Sunday, January 1, 2017

Peering behind the walls

Looks can deceive.

The conventional wisdom is that when a large, closed institution for children is clean, aesthetically-designed and decorated, brightly lit and uncluttered and is promoted by the government and by a slick PR agency, that the care within must be excellent.

I hope that the following account will help to dispel that myth.

In May 2000, a small, Jerusalem weekly, Kol Ha'ir ("Voice of the City" - published by Schocken Group who also publish Haaretz), reported an incident that had taken place several days earlier at the Aleh Jerusalem residential facility. It was covered in a two-paragraph article that occupied no more than an eighth of a page.

The story was about the death of an 18 year old girl living at that institution. Instead of paraphrasing it, below is my unofficial translation from the original Hebrew:
Headline: A retarded girl choked to death in the Aleh residential facility
Subhead: The young woman apparently choked from aspiration - inhalation of the contents of her stomach into the lungs. Despite previous incidents of this kind, she was left unsupervised 
The girl, 18, who suffered from mental retardation and motor problems died last weekend at Maon Aleh in the city. The girl choked, apparently.
The girl had received her supper from one of the institution's workers. A doctor at the institution testified that after the girl received the meal, and despite previous incidents of aspiration, she was left unsupervised. "The caregiver came to turn her over and found her totally blue", said the doctor. The girl was taken in serious condition  to Shaarei Zedek [hospital] where she died.
At Aleh's Jerusalem facility
[Image Source: Times of Israel]
The director of the facility, Shlomit Grayevsky, refused to respond to the question of why the institution's staff did not supervise the girl during the meal. "She was in a serious psycho-motor state. The case has been reported as required. Our investigation/checking/inquiries found that everything was proper," she said.
At the time, after reading the report, I made contact with the reporter and asked whether he was following it up. He said that since the girl's parents had opted not to press charges against Aleh, there was nothing to pursue further.

According to the Aleh website, Shlomit Grayevsky, a nurse by profession, remains the director of Aleh Jerusalem to this day.

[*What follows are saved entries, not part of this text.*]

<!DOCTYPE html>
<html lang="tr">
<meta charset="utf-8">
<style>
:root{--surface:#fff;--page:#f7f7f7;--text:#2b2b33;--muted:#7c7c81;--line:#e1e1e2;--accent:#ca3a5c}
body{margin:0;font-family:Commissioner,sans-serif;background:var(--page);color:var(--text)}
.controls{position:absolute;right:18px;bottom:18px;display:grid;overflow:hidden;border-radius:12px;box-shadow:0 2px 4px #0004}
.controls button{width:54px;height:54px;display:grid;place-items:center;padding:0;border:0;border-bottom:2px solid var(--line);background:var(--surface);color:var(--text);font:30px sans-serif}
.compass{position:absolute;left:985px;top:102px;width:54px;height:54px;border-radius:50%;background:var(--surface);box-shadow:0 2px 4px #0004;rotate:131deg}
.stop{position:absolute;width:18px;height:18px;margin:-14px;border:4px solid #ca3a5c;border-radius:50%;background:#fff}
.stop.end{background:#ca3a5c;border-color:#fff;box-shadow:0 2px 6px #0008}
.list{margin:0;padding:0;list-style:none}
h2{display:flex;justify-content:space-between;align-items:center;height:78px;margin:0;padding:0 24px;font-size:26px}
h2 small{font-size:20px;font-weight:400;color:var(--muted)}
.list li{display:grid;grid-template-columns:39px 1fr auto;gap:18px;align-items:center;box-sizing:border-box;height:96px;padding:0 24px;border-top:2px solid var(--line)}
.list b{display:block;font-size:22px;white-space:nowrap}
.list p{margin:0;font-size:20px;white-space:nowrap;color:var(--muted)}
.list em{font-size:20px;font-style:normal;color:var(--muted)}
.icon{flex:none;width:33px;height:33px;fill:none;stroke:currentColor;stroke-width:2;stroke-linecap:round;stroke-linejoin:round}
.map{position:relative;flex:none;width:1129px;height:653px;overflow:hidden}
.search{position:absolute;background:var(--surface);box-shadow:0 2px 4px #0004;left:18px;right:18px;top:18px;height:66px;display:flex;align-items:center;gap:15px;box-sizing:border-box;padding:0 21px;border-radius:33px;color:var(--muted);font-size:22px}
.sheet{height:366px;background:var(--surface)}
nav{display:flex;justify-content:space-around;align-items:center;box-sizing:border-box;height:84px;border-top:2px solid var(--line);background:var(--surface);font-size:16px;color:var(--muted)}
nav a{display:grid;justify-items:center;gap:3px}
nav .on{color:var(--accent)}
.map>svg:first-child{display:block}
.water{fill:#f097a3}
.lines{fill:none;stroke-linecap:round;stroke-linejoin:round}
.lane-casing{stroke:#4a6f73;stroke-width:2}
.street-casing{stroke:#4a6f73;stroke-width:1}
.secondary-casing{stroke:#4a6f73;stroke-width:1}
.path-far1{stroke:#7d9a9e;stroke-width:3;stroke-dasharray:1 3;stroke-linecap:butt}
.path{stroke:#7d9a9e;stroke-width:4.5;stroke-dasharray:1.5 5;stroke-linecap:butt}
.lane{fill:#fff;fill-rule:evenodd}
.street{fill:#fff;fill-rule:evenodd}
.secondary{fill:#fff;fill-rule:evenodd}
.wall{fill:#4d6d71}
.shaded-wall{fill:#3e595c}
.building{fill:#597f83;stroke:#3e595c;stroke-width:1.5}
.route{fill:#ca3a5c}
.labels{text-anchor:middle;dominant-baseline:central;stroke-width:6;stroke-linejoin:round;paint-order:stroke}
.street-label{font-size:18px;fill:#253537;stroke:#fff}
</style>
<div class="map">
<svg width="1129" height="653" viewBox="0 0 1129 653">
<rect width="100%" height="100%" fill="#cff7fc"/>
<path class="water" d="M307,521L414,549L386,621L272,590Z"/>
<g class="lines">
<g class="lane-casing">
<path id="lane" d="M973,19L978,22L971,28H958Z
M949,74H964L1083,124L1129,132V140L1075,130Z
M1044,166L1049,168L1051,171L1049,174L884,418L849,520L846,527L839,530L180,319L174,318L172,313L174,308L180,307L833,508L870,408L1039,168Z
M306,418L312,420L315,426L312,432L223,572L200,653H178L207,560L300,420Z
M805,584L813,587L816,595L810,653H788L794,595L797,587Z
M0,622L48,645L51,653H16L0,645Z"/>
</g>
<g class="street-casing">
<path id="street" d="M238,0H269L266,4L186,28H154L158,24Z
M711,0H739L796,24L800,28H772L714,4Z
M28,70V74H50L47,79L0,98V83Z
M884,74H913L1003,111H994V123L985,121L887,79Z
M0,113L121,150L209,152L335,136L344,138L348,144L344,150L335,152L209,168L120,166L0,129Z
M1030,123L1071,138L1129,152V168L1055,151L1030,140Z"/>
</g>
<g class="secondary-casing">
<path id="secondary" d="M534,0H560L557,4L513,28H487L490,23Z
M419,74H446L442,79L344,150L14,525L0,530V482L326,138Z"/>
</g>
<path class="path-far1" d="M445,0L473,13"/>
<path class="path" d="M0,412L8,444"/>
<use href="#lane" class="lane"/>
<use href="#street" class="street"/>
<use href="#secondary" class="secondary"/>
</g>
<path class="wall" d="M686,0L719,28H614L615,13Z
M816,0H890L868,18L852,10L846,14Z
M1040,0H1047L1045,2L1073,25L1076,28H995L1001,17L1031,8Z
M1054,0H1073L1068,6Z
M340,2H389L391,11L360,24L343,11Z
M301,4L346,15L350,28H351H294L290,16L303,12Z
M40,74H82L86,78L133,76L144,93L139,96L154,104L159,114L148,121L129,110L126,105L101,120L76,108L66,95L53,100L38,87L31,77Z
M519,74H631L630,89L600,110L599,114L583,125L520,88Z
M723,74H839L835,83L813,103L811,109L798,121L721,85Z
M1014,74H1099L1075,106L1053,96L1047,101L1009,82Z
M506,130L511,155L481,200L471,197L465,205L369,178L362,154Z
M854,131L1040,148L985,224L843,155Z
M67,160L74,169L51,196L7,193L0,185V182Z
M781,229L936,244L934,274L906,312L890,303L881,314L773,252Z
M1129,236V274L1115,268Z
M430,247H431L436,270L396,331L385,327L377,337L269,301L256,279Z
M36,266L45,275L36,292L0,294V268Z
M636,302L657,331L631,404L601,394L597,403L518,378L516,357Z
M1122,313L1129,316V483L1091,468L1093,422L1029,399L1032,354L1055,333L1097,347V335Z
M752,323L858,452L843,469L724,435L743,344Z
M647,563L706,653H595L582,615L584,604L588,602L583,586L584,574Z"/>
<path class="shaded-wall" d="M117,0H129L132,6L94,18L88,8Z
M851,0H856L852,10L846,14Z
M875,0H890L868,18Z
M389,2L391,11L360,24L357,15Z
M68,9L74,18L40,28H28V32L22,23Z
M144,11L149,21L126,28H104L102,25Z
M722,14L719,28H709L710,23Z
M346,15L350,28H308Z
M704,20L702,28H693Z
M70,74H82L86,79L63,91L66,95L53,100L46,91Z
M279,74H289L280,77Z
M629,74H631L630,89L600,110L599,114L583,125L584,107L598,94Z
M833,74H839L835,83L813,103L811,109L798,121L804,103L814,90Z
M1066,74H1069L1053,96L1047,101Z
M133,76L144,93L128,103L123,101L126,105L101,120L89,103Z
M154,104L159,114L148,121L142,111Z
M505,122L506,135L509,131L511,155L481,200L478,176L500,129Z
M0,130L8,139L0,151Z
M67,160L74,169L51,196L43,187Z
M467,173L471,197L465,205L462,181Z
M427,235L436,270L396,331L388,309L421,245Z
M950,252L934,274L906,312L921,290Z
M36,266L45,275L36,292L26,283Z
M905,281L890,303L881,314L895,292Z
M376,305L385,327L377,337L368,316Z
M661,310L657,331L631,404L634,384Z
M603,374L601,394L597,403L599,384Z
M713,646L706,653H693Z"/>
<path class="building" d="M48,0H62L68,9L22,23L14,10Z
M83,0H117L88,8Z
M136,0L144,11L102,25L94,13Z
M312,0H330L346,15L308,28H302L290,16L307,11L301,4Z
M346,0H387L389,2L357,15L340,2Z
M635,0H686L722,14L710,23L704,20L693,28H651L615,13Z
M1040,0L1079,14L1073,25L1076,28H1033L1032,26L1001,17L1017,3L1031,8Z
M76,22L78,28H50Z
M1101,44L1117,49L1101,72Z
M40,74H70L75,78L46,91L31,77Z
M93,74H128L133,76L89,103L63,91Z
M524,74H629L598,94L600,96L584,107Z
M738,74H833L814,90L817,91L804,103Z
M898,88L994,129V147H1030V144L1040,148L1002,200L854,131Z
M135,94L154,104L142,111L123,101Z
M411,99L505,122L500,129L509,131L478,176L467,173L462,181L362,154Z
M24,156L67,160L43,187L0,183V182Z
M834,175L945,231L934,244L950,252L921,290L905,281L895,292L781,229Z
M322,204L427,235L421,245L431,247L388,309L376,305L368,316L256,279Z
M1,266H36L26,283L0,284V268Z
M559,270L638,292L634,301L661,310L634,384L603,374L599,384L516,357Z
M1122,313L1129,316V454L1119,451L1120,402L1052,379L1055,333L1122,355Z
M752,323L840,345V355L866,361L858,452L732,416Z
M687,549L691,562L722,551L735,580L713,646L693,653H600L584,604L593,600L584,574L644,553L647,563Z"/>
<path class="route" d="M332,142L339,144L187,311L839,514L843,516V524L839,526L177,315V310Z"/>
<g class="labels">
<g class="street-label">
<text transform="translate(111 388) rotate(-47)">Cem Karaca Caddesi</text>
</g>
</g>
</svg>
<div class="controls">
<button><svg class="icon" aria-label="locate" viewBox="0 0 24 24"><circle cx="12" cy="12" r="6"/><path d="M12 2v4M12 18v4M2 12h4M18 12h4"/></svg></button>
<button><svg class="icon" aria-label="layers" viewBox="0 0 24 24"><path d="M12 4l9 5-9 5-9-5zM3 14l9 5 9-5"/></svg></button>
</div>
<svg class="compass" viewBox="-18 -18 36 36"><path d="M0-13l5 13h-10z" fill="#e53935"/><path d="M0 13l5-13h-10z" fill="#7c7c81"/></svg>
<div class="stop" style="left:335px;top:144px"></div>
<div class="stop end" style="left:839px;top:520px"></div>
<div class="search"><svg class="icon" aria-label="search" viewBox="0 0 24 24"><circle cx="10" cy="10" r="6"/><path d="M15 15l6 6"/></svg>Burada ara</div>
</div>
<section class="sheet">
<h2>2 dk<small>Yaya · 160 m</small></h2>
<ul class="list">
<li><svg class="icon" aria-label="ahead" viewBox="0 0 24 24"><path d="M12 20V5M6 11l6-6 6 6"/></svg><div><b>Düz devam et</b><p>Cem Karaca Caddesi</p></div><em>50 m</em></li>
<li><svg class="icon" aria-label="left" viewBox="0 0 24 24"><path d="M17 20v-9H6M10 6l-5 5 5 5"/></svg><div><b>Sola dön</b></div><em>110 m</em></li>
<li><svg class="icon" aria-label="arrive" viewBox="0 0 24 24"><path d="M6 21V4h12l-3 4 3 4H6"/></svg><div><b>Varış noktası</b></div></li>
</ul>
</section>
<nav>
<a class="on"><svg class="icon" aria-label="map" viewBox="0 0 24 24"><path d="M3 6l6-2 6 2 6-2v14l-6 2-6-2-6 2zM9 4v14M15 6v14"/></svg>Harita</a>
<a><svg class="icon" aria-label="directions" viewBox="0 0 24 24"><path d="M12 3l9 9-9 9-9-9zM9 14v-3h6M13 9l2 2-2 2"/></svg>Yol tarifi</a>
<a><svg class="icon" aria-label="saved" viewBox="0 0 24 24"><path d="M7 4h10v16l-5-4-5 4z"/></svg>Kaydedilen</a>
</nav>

And just in case anybody is in doubt as to whether Aleh is an institution or just a "rehabilitative village" as its administration call it:
An institution or residential care home for children is defined as a group living arrangement for more than ten children, without parents or surrogate parents, in which care is provided by a much smaller number of paid adult carers... children who live in an institution without a parent for more than three months are ‘institutionalised children’ and the focus of our concern... [Source]
In its 2013 Children with Disabilities report - part of its larger "The State of the World's Children" project [here] - UNICEF made nine key recommendations. They included:
4. End the institutionalization of children with disabilities, starting with a moratorium on new admissions. This should be accompanied by the promotion of and increased support for family-based care and community-based rehabilitation.
5. Support families so they can meet the higher costs of living and lost opportunities to earn income associated with caring for children with disabilities.
I wish the Israeli government, which persists in channeling inordinate funding to Aleh, finally entered the 21st century and adopted these views.